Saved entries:
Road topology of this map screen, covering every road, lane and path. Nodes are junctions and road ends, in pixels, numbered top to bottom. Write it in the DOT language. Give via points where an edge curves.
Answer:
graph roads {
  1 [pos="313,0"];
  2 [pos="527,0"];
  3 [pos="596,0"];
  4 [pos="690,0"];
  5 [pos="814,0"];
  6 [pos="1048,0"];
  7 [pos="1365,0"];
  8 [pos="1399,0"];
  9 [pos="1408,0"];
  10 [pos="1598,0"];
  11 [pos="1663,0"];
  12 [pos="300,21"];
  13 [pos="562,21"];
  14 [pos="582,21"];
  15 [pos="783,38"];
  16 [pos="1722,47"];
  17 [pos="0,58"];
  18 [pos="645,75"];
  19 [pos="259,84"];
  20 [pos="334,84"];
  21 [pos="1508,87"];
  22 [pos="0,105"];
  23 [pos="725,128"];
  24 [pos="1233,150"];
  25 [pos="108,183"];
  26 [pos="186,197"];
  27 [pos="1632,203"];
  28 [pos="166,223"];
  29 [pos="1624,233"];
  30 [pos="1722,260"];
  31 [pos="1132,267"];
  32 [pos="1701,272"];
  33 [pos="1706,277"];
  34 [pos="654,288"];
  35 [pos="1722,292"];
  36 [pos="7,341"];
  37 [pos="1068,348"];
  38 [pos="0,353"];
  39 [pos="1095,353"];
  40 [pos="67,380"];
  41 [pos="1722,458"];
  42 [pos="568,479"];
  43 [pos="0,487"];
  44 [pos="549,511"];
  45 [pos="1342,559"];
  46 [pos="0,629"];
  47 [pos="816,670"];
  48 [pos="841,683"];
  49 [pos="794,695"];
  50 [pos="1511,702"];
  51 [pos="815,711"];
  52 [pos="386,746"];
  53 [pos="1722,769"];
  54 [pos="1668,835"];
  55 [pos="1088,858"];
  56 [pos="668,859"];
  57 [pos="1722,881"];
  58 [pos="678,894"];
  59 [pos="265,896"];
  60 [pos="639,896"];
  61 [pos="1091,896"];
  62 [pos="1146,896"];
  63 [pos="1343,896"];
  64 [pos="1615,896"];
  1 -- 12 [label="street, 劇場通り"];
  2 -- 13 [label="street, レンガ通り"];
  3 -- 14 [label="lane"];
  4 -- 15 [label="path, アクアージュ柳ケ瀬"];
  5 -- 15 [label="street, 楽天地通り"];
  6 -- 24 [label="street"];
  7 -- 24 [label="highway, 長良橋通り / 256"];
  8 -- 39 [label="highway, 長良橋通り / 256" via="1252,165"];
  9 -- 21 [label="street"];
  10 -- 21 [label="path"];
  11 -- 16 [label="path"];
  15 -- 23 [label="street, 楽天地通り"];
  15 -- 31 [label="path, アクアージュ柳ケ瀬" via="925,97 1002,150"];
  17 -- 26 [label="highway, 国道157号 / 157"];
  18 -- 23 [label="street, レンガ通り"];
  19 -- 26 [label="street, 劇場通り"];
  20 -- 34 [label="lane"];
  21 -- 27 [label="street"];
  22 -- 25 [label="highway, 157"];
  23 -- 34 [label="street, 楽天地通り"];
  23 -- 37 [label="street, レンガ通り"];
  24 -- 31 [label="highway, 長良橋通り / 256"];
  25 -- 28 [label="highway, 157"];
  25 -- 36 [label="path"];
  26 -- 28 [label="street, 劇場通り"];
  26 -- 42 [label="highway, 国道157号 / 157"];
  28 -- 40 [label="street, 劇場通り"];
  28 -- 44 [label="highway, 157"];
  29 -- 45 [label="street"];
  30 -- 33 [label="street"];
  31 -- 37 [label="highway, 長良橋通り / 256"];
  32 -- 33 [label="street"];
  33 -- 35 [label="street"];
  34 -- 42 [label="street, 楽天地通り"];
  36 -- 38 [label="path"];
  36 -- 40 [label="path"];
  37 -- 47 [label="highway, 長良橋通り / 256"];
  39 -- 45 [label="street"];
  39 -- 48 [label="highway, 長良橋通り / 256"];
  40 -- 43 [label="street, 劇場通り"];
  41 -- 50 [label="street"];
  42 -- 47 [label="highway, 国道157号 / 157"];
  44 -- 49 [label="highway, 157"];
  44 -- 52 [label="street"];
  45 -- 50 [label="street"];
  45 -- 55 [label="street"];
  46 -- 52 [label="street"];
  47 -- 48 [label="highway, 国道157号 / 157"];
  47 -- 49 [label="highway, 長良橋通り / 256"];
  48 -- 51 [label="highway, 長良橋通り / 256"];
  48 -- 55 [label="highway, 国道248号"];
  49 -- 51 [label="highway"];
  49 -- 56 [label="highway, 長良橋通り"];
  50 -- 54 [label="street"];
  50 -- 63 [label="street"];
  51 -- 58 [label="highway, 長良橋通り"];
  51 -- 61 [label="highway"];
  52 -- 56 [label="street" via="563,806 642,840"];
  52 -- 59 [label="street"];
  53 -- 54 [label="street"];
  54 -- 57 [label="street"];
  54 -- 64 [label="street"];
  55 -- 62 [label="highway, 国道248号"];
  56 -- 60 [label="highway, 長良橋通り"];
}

*Assignment*
No line may be left out; the records are to be transcribed in full.

*Result for this task*
Road topology of this map screen, covering every road, lane and path. Nodes are junctions and road ends, in pixels, numbered top to bottom. Write it in the DOT language. Give via points where an edge curves.
Answer:
graph roads {
  1 [pos="313,0"];
  2 [pos="527,0"];
  3 [pos="596,0"];
  4 [pos="690,0"];
  5 [pos="814,0"];
  6 [pos="1048,0"];
  7 [pos="1365,0"];
  8 [pos="1399,0"];
  9 [pos="1408,0"];
  10 [pos="1598,0"];
  11 [pos="1663,0"];
  12 [pos="300,21"];
  13 [pos="562,21"];
  14 [pos="582,21"];
  15 [pos="783,38"];
  16 [pos="1722,47"];
  17 [pos="0,58"];
  18 [pos="645,75"];
  19 [pos="259,84"];
  20 [pos="334,84"];
  21 [pos="1508,87"];
  22 [pos="0,105"];
  23 [pos="725,128"];
  24 [pos="1233,150"];
  25 [pos="108,183"];
  26 [pos="186,197"];
  27 [pos="1632,203"];
  28 [pos="166,223"];
  29 [pos="1624,233"];
  30 [pos="1722,260"];
  31 [pos="1132,267"];
  32 [pos="1701,272"];
  33 [pos="1706,277"];
  34 [pos="654,288"];
  35 [pos="1722,292"];
  36 [pos="7,341"];
  37 [pos="1068,348"];
  38 [pos="0,353"];
  39 [pos="1095,353"];
  40 [pos="67,380"];
  41 [pos="1722,458"];
  42 [pos="568,479"];
  43 [pos="0,487"];
  44 [pos="549,511"];
  45 [pos="1342,559"];
  46 [pos="0,629"];
  47 [pos="816,670"];
  48 [pos="841,683"];
  49 [pos="794,695"];
  50 [pos="1511,702"];
  51 [pos="815,711"];
  52 [pos="386,746"];
  53 [pos="1722,769"];
  54 [pos="1668,835"];
  55 [pos="1088,858"];
  56 [pos="668,859"];
  57 [pos="1722,881"];
  58 [pos="678,894"];
  59 [pos="265,896"];
  60 [pos="639,896"];
  61 [pos="1091,896"];
  62 [pos="1146,896"];
  63 [pos="1343,896"];
  64 [pos="1615,896"];
  1 -- 12 [label="street, 劇場通り"];
  2 -- 13 [label="street, レンガ通り"];
  3 -- 14 [label="lane"];
  4 -- 15 [label="path, アクアージュ柳ケ瀬"];
  5 -- 15 [label="street, 楽天地通り"];
  6 -- 24 [label="street"];
  7 -- 24 [label="highway, 長良橋通り / 256"];
  8 -- 39 [label="highway, 長良橋通り / 256" via="1252,165"];
  9 -- 21 [label="street"];
  10 -- 21 [label="path"];
  11 -- 16 [label="path"];
  15 -- 23 [label="street, 楽天地通り"];
  15 -- 31 [label="path, アクアージュ柳ケ瀬" via="925,97 1002,150"];
  17 -- 26 [label="highway, 国道157号 / 157"];
  18 -- 23 [label="street, レンガ通り"];
  19 -- 26 [label="street, 劇場通り"];
  20 -- 34 [label="lane"];
  21 -- 27 [label="street"];
  22 -- 25 [label="highway, 157"];
  23 -- 34 [label="street, 楽天地通り"];
  23 -- 37 [label="street, レンガ通り"];
  24 -- 31 [label="highway, 長良橋通り / 256"];
  25 -- 28 [label="highway, 157"];
  25 -- 36 [label="path"];
  26 -- 28 [label="street, 劇場通り"];
  26 -- 42 [label="highway, 国道157号 / 157"];
  28 -- 40 [label="street, 劇場通り"];
  28 -- 44 [label="highway, 157"];
  29 -- 45 [label="street"];
  30 -- 33 [label="street"];
  31 -- 37 [label="highway, 長良橋通り / 256"];
  32 -- 33 [label="street"];
  33 -- 35 [label="street"];
  34 -- 42 [label="street, 楽天地通り"];
  36 -- 38 [label="path"];
  36 -- 40 [label="path"];
  37 -- 47 [label="highway, 長良橋通り / 256"];
  39 -- 45 [label="street"];
  39 -- 48 [label="highway, 長良橋通り / 256"];
  40 -- 43 [label="street, 劇場通り"];
  41 -- 50 [label="street"];
  42 -- 47 [label="highway, 国道157号 / 157"];
  44 -- 49 [label="highway, 157"];
  44 -- 52 [label="street"];
  45 -- 50 [label="street"];
  45 -- 55 [label="street"];
  46 -- 52 [label="street"];
  47 -- 48 [label="highway, 国道157号 / 157"];
  47 -- 49 [label="highway, 長良橋通り / 256"];
  48 -- 51 [label="highway, 長良橋通り / 256"];
  48 -- 55 [label="highway, 国道248号"];
  49 -- 51 [label="highway"];
  49 -- 56 [label="highway, 長良橋通り"];
  50 -- 54 [label="street"];
  50 -- 63 [label="street"];
  51 -- 58 [label="highway, 長良橋通り"];
  51 -- 61 [label="highway"];
  52 -- 56 [label="street" via="563,806 642,840"];
  52 -- 59 [label="street"];
  53 -- 54 [label="street"];
  54 -- 57 [label="street"];
  54 -- 64 [label="street"];
  55 -- 62 [label="highway, 国道248号"];
  56 -- 60 [label="highway, 長良橋通り"];
}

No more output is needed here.